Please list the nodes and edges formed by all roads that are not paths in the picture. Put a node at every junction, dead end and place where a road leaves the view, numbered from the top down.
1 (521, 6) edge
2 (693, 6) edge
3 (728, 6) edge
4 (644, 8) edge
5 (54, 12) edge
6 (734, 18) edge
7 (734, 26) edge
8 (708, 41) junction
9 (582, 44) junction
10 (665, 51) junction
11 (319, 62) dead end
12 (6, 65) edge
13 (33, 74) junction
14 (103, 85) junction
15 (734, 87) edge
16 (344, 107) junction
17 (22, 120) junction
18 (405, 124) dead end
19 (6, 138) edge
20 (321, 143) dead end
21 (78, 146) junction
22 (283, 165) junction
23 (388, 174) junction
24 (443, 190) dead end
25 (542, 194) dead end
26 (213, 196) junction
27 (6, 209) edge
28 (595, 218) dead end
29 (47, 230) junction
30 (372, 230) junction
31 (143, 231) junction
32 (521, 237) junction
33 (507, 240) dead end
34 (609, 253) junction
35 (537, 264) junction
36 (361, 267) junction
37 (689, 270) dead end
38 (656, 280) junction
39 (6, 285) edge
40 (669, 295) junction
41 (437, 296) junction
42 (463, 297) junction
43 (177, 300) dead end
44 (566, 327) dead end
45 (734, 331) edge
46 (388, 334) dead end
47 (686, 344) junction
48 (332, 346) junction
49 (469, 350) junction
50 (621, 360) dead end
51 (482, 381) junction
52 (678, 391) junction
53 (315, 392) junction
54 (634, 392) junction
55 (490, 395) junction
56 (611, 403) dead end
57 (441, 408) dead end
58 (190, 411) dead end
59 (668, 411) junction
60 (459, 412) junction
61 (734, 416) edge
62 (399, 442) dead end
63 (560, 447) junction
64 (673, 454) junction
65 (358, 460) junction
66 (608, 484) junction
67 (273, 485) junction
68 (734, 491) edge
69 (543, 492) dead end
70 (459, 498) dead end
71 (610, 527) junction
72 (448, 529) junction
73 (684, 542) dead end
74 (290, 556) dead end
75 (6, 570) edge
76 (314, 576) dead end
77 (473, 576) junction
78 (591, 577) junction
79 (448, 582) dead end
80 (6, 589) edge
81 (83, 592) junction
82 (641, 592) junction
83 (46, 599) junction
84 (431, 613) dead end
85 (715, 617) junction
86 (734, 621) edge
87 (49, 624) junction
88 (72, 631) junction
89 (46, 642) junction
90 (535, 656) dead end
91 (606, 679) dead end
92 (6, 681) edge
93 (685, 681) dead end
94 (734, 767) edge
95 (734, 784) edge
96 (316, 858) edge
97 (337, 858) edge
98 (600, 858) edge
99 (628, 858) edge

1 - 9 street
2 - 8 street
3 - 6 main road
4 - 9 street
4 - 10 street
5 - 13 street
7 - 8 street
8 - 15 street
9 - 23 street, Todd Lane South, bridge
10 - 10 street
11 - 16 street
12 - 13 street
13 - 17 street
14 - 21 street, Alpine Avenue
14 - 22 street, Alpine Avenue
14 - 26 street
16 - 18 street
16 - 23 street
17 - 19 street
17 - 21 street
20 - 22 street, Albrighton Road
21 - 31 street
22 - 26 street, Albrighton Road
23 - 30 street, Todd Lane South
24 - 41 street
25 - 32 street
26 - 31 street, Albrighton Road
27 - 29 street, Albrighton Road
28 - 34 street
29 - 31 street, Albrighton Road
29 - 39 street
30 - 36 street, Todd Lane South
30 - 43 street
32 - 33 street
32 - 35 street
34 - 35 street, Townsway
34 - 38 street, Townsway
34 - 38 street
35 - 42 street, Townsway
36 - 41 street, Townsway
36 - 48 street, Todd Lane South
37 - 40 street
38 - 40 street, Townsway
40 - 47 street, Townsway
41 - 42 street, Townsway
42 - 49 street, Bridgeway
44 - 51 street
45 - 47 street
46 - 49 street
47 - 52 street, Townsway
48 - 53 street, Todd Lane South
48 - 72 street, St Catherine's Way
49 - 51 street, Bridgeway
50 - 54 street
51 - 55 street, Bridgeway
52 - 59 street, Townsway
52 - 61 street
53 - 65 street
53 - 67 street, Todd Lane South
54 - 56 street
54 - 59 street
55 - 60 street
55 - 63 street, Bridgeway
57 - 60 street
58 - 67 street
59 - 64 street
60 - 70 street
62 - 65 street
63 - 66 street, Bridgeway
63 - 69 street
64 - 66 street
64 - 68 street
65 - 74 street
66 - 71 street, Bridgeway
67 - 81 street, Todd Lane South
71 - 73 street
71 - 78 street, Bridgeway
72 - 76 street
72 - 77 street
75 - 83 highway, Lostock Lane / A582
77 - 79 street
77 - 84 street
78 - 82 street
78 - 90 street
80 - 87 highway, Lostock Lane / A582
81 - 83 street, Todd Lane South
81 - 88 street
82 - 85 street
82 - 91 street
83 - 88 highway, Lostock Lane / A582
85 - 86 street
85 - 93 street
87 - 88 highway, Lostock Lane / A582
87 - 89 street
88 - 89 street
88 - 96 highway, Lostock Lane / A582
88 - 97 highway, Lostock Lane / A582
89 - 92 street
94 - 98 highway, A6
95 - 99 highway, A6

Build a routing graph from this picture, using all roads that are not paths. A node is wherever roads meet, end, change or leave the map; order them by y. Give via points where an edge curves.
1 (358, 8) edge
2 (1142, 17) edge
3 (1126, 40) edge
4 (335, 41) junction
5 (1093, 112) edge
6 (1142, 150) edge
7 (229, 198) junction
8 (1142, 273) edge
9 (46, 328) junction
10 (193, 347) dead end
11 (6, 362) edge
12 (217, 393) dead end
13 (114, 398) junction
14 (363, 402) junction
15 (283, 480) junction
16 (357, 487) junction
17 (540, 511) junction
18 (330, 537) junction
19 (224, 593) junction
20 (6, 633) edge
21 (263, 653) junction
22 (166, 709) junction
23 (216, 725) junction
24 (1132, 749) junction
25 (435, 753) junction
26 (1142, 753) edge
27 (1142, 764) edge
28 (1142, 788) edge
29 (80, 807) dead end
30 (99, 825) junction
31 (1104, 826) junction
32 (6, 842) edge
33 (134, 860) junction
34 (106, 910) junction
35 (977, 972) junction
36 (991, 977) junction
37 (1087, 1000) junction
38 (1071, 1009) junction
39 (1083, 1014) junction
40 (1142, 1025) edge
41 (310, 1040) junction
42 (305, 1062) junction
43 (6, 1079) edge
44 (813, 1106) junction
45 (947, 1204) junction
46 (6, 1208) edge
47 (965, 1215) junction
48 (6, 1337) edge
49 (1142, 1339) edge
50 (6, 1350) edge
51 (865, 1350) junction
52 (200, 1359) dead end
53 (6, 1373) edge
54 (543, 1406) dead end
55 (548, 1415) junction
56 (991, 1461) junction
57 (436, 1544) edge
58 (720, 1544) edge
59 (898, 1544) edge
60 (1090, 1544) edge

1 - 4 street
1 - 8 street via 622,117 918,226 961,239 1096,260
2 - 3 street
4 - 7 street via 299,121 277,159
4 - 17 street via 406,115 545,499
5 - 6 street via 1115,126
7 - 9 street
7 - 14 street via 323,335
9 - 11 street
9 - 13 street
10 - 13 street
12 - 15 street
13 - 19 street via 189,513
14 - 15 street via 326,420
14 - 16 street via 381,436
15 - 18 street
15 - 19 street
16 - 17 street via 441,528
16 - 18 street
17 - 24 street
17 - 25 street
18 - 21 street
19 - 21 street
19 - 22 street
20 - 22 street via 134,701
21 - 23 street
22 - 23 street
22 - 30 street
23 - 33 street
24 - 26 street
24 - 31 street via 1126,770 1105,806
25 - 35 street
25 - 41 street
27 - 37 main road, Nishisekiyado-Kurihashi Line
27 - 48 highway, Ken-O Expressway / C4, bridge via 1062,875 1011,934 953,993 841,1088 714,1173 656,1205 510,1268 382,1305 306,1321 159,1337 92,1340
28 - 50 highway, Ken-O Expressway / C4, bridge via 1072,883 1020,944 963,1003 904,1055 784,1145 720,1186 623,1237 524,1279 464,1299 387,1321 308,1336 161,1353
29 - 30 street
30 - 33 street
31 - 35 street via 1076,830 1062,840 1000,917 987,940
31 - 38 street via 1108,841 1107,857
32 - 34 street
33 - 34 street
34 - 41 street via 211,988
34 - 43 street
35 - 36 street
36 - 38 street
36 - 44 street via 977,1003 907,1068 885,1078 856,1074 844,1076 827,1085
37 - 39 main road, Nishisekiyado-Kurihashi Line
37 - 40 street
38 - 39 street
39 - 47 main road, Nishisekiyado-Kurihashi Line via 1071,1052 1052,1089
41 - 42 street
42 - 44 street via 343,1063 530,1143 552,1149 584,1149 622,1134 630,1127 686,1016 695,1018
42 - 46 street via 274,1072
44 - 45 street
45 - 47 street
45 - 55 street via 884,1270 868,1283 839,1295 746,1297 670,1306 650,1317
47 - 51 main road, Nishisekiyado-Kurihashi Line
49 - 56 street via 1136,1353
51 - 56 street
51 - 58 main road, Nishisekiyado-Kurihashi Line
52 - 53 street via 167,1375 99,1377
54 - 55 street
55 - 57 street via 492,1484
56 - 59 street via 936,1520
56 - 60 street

--

▶ [Exercise details]: Check every line of the data above for the string "node", and copy those that have it.

▶ [Output for this exercise]:
Please list the nodes and edges formed by all roads that are not paths in the picture. Put a node at every junction, dead end and place where a road leaves the view, numbered from the top down.
Build a routing graph from this picture, using all roads that are not paths. A node is wherever roads meet, end, change or leave the map; order them by y. Give via points where an edge curves.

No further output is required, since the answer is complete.